_What to do:_ Pictures should not appear in the copy; the records themselves must be written out exactly.

[Exercise data — start]

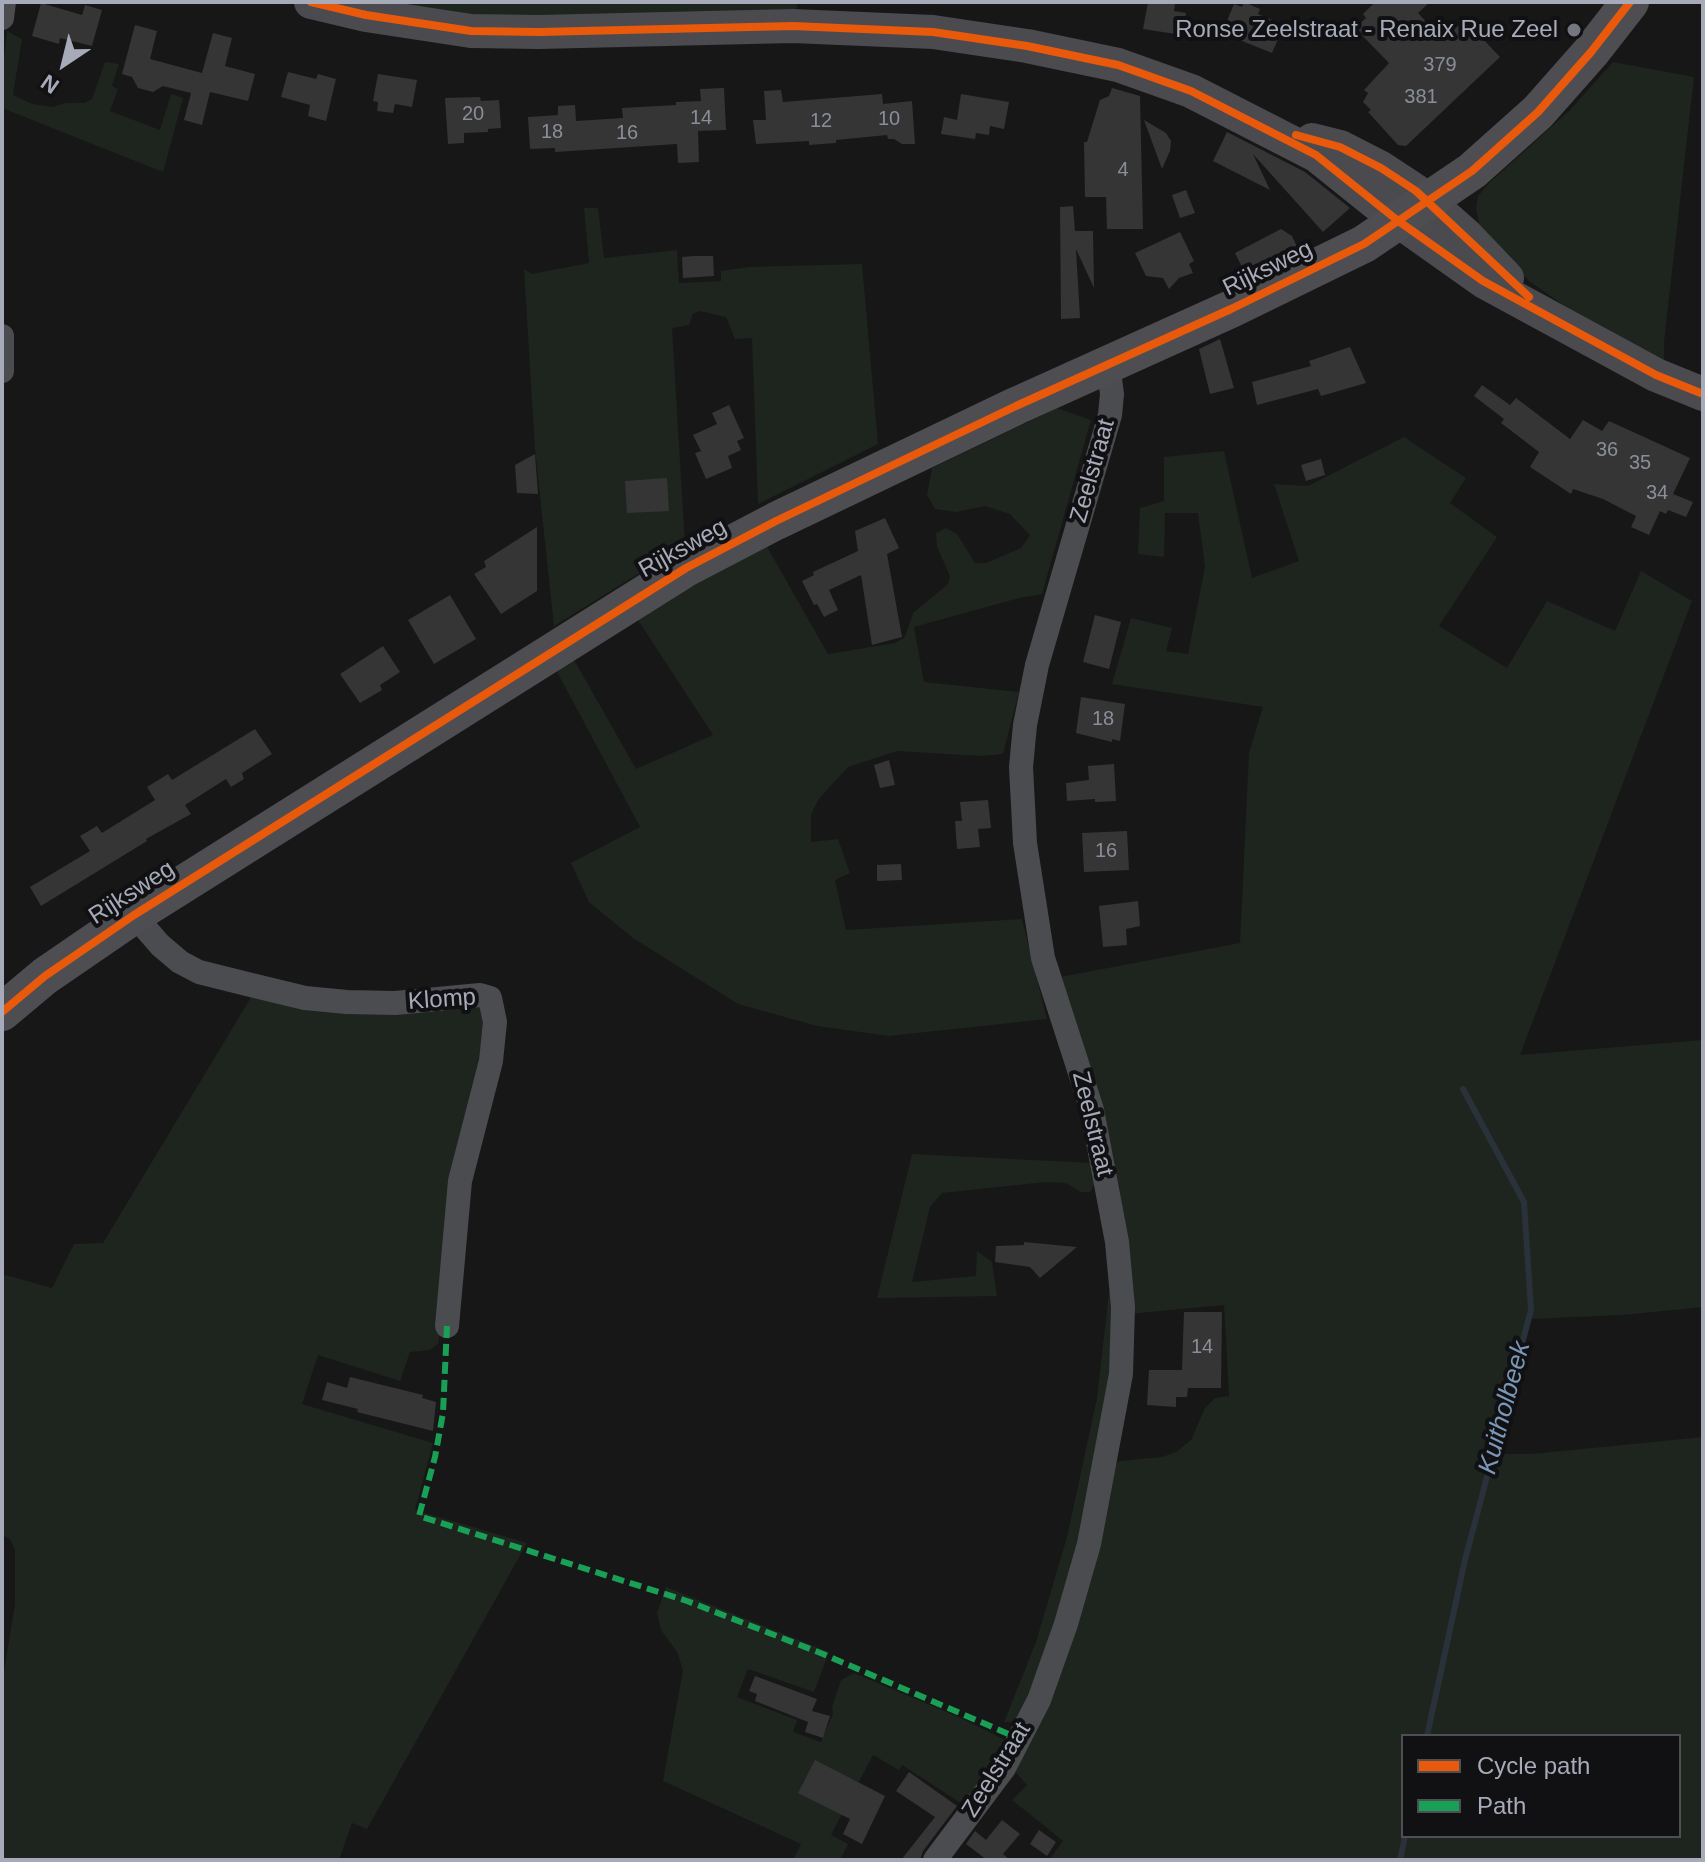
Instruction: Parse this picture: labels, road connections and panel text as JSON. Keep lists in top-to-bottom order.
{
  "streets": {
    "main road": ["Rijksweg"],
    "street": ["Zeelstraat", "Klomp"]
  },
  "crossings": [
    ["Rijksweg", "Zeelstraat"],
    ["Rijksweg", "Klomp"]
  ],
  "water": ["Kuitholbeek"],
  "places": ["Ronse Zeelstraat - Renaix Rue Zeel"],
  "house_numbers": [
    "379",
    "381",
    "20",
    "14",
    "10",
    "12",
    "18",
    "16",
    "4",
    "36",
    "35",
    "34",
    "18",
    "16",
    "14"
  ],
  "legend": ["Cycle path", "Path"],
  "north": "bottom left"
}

[Exercise data — finish]

_Written solution:_
Instruction: Parse this picture: labels, road connections and panel text as JSON. Keep lists in top-to-bottom order.
{
  "streets": {
    "main road": ["Rijksweg"],
    "street": ["Zeelstraat", "Klomp"]
  },
  "crossings": [
    ["Rijksweg", "Zeelstraat"],
    ["Rijksweg", "Klomp"]
  ],
  "water": ["Kuitholbeek"],
  "places": ["Ronse Zeelstraat - Renaix Rue Zeel"],
  "house_numbers": [
    "379",
    "381",
    "20",
    "14",
    "10",
    "12",
    "18",
    "16",
    "4",
    "36",
    "35",
    "34",
    "18",
    "16",
    "14"
  ],
  "legend": ["Cycle path", "Path"],
  "north": "bottom left"
}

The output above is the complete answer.